Content starts
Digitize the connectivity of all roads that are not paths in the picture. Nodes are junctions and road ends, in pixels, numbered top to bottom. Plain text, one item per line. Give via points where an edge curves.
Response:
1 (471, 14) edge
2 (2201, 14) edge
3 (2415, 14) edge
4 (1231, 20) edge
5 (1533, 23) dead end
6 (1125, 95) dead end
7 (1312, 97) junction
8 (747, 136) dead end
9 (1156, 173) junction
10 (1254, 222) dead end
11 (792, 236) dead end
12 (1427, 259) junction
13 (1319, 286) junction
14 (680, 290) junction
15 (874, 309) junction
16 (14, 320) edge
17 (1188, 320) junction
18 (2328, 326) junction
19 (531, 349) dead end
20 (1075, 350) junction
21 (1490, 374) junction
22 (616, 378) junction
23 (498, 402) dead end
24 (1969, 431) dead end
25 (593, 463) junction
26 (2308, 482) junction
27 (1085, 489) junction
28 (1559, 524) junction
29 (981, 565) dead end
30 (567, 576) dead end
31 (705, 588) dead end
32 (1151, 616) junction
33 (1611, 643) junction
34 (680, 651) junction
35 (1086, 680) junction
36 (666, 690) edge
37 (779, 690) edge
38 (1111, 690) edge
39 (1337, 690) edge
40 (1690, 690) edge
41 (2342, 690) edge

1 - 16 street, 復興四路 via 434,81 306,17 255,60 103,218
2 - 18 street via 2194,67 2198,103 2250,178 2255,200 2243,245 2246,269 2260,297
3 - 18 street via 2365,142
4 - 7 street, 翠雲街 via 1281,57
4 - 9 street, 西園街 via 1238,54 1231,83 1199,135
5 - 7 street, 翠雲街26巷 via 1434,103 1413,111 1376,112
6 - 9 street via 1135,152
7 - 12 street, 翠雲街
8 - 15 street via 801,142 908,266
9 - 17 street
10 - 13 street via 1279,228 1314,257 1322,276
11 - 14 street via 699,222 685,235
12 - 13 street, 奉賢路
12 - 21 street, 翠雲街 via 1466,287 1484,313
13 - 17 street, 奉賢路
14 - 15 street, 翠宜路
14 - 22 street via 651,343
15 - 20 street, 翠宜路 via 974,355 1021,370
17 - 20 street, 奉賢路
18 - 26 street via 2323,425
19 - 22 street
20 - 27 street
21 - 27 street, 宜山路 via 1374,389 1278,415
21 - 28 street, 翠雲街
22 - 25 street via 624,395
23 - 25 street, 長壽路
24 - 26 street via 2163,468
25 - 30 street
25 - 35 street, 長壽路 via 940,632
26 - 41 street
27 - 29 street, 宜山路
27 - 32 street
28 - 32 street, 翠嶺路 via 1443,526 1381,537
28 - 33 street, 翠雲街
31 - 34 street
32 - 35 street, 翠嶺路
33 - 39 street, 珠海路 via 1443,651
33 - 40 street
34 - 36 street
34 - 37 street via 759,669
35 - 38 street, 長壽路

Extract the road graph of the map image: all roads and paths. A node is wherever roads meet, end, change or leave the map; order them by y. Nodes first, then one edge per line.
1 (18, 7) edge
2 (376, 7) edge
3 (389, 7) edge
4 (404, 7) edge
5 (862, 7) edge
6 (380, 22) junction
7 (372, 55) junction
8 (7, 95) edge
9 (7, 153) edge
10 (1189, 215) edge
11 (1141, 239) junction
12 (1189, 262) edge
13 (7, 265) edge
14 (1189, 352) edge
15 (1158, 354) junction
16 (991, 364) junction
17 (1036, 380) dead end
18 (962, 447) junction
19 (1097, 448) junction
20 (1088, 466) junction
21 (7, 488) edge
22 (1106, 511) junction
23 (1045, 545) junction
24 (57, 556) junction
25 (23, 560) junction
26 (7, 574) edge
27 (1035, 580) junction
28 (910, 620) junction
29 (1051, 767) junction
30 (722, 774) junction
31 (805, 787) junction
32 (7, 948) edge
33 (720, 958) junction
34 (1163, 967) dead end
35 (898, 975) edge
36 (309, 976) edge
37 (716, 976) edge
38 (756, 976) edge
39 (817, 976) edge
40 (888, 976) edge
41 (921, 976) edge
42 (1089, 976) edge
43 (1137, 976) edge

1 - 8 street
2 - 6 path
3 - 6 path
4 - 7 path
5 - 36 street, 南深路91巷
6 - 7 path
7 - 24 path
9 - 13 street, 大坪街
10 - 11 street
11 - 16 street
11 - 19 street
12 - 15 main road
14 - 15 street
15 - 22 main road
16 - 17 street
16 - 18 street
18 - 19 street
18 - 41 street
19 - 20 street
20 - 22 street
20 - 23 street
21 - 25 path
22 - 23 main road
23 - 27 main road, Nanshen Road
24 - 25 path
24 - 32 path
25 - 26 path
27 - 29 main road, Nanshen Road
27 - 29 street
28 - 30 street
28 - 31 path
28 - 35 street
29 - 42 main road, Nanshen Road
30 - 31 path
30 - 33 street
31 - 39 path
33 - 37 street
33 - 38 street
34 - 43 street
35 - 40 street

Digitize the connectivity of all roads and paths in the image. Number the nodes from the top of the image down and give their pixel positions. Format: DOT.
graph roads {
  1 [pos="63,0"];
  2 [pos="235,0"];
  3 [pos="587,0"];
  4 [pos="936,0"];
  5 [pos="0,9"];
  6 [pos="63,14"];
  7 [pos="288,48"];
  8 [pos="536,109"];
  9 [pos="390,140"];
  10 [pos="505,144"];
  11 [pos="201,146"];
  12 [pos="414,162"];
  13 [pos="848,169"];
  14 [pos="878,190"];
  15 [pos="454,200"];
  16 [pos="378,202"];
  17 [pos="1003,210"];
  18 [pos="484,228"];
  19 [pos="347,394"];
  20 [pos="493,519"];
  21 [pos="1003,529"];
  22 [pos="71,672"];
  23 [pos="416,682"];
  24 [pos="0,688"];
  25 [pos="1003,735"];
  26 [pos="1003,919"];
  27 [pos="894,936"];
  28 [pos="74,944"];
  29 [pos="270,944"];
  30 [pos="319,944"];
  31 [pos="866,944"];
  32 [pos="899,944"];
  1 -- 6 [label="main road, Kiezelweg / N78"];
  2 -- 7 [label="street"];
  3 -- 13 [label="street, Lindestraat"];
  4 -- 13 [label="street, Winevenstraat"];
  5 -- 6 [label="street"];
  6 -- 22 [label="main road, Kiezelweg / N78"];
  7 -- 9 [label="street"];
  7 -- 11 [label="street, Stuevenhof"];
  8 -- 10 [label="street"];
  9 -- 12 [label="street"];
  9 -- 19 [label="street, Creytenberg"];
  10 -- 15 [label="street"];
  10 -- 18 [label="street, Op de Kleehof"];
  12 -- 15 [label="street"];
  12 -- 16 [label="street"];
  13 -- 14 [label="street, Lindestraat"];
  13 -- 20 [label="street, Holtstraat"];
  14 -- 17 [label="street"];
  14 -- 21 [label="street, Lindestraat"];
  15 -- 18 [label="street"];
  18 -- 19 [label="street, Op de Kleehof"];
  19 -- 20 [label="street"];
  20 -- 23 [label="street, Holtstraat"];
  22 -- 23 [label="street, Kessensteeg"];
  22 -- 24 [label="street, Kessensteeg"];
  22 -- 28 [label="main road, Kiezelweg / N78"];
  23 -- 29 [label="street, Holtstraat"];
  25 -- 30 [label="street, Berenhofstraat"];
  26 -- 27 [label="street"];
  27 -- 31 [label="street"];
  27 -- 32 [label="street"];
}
Content ends
Goal of the exercise. Starting with the first record, copy everything through the final one exactly.

Solved problem.
Digitize the connectivity of all roads that are not paths in the picture. Nodes are junctions and road ends, in pixels, numbered top to bottom. Plain text, one item per line. Give via points where an edge curves.
Response:
1 (471, 14) edge
2 (2201, 14) edge
3 (2415, 14) edge
4 (1231, 20) edge
5 (1533, 23) dead end
6 (1125, 95) dead end
7 (1312, 97) junction
8 (747, 136) dead end
9 (1156, 173) junction
10 (1254, 222) dead end
11 (792, 236) dead end
12 (1427, 259) junction
13 (1319, 286) junction
14 (680, 290) junction
15 (874, 309) junction
16 (14, 320) edge
17 (1188, 320) junction
18 (2328, 326) junction
19 (531, 349) dead end
20 (1075, 350) junction
21 (1490, 374) junction
22 (616, 378) junction
23 (498, 402) dead end
24 (1969, 431) dead end
25 (593, 463) junction
26 (2308, 482) junction
27 (1085, 489) junction
28 (1559, 524) junction
29 (981, 565) dead end
30 (567, 576) dead end
31 (705, 588) dead end
32 (1151, 616) junction
33 (1611, 643) junction
34 (680, 651) junction
35 (1086, 680) junction
36 (666, 690) edge
37 (779, 690) edge
38 (1111, 690) edge
39 (1337, 690) edge
40 (1690, 690) edge
41 (2342, 690) edge

1 - 16 street, 復興四路 via 434,81 306,17 255,60 103,218
2 - 18 street via 2194,67 2198,103 2250,178 2255,200 2243,245 2246,269 2260,297
3 - 18 street via 2365,142
4 - 7 street, 翠雲街 via 1281,57
4 - 9 street, 西園街 via 1238,54 1231,83 1199,135
5 - 7 street, 翠雲街26巷 via 1434,103 1413,111 1376,112
6 - 9 street via 1135,152
7 - 12 street, 翠雲街
8 - 15 street via 801,142 908,266
9 - 17 street
10 - 13 street via 1279,228 1314,257 1322,276
11 - 14 street via 699,222 685,235
12 - 13 street, 奉賢路
12 - 21 street, 翠雲街 via 1466,287 1484,313
13 - 17 street, 奉賢路
14 - 15 street, 翠宜路
14 - 22 street via 651,343
15 - 20 street, 翠宜路 via 974,355 1021,370
17 - 20 street, 奉賢路
18 - 26 street via 2323,425
19 - 22 street
20 - 27 street
21 - 27 street, 宜山路 via 1374,389 1278,415
21 - 28 street, 翠雲街
22 - 25 street via 624,395
23 - 25 street, 長壽路
24 - 26 street via 2163,468
25 - 30 street
25 - 35 street, 長壽路 via 940,632
26 - 41 street
27 - 29 street, 宜山路
27 - 32 street
28 - 32 street, 翠嶺路 via 1443,526 1381,537
28 - 33 street, 翠雲街
31 - 34 street
32 - 35 street, 翠嶺路
33 - 39 street, 珠海路 via 1443,651
33 - 40 street
34 - 36 street
34 - 37 street via 759,669
35 - 38 street, 長壽路

Extract the road graph of the map image: all roads and paths. A node is wherever roads meet, end, change or leave the map; order them by y. Nodes first, then one edge per line.
1 (18, 7) edge
2 (376, 7) edge
3 (389, 7) edge
4 (404, 7) edge
5 (862, 7) edge
6 (380, 22) junction
7 (372, 55) junction
8 (7, 95) edge
9 (7, 153) edge
10 (1189, 215) edge
11 (1141, 239) junction
12 (1189, 262) edge
13 (7, 265) edge
14 (1189, 352) edge
15 (1158, 354) junction
16 (991, 364) junction
17 (1036, 380) dead end
18 (962, 447) junction
19 (1097, 448) junction
20 (1088, 466) junction
21 (7, 488) edge
22 (1106, 511) junction
23 (1045, 545) junction
24 (57, 556) junction
25 (23, 560) junction
26 (7, 574) edge
27 (1035, 580) junction
28 (910, 620) junction
29 (1051, 767) junction
30 (722, 774) junction
31 (805, 787) junction
32 (7, 948) edge
33 (720, 958) junction
34 (1163, 967) dead end
35 (898, 975) edge
36 (309, 976) edge
37 (716, 976) edge
38 (756, 976) edge
39 (817, 976) edge
40 (888, 976) edge
41 (921, 976) edge
42 (1089, 976) edge
43 (1137, 976) edge

1 - 8 street
2 - 6 path
3 - 6 path
4 - 7 path
5 - 36 street, 南深路91巷
6 - 7 path
7 - 24 path
9 - 13 street, 大坪街
10 - 11 street
11 - 16 street
11 - 19 street
12 - 15 main road
14 - 15 street
15 - 22 main road
16 - 17 street
16 - 18 street
18 - 19 street
18 - 41 street
19 - 20 street
20 - 22 street
20 - 23 street
21 - 25 path
22 - 23 main road
23 - 27 main road, Nanshen Road
24 - 25 path
24 - 32 path
25 - 26 path
27 - 29 main road, Nanshen Road
27 - 29 street
28 - 30 street
28 - 31 path
28 - 35 street
29 - 42 main road, Nanshen Road
30 - 31 path
30 - 33 street
31 - 39 path
33 - 37 street
33 - 38 street
34 - 43 street
35 - 40 street

Digitize the connectivity of all roads and paths in the image. Number the nodes from the top of the image down and give their pixel positions. Format: DOT.
graph roads {
  1 [pos="63,0"];
  2 [pos="235,0"];
  3 [pos="587,0"];
  4 [pos="936,0"];
  5 [pos="0,9"];
  6 [pos="63,14"];
  7 [pos="288,48"];
  8 [pos="536,109"];
  9 [pos="390,140"];
  10 [pos="505,144"];
  11 [pos="201,146"];
  12 [pos="414,162"];
  13 [pos="848,169"];
  14 [pos="878,190"];
  15 [pos="454,200"];
  16 [pos="378,202"];
  17 [pos="1003,210"];
  18 [pos="484,228"];
  19 [pos="347,394"];
  20 [pos="493,519"];
  21 [pos="1003,529"];
  22 [pos="71,672"];
  23 [pos="416,682"];
  24 [pos="0,688"];
  25 [pos="1003,735"];
  26 [pos="1003,919"];
  27 [pos="894,936"];
  28 [pos="74,944"];
  29 [pos="270,944"];
  30 [pos="319,944"];
  31 [pos="866,944"];
  32 [pos="899,944"];
  1 -- 6 [label="main road, Kiezelweg / N78"];
  2 -- 7 [label="street"];
  3 -- 13 [label="street, Lindestraat"];
  4 -- 13 [label="street, Winevenstraat"];
  5 -- 6 [label="street"];
  6 -- 22 [label="main road, Kiezelweg / N78"];
  7 -- 9 [label="street"];
  7 -- 11 [label="street, Stuevenhof"];
  8 -- 10 [label="street"];
  9 -- 12 [label="street"];
  9 -- 19 [label="street, Creytenberg"];
  10 -- 15 [label="street"];
  10 -- 18 [label="street, Op de Kleehof"];
  12 -- 15 [label="street"];
  12 -- 16 [label="street"];
  13 -- 14 [label="street, Lindestraat"];
  13 -- 20 [label="street, Holtstraat"];
  14 -- 17 [label="street"];
  14 -- 21 [label="street, Lindestraat"];
  15 -- 18 [label="street"];
  18 -- 19 [label="street, Op de Kleehof"];
  19 -- 20 [label="street"];
  20 -- 23 [label="street, Holtstraat"];
  22 -- 23 [label="street, Kessensteeg"];
  22 -- 24 [label="street, Kessensteeg"];
  22 -- 28 [label="main road, Kiezelweg / N78"];
  23 -- 29 [label="street, Holtstraat"];
  25 -- 30 [label="street, Berenhofstraat"];
  26 -- 27 [label="street"];
  27 -- 31 [label="street"];
  27 -- 32 [label="street"];
}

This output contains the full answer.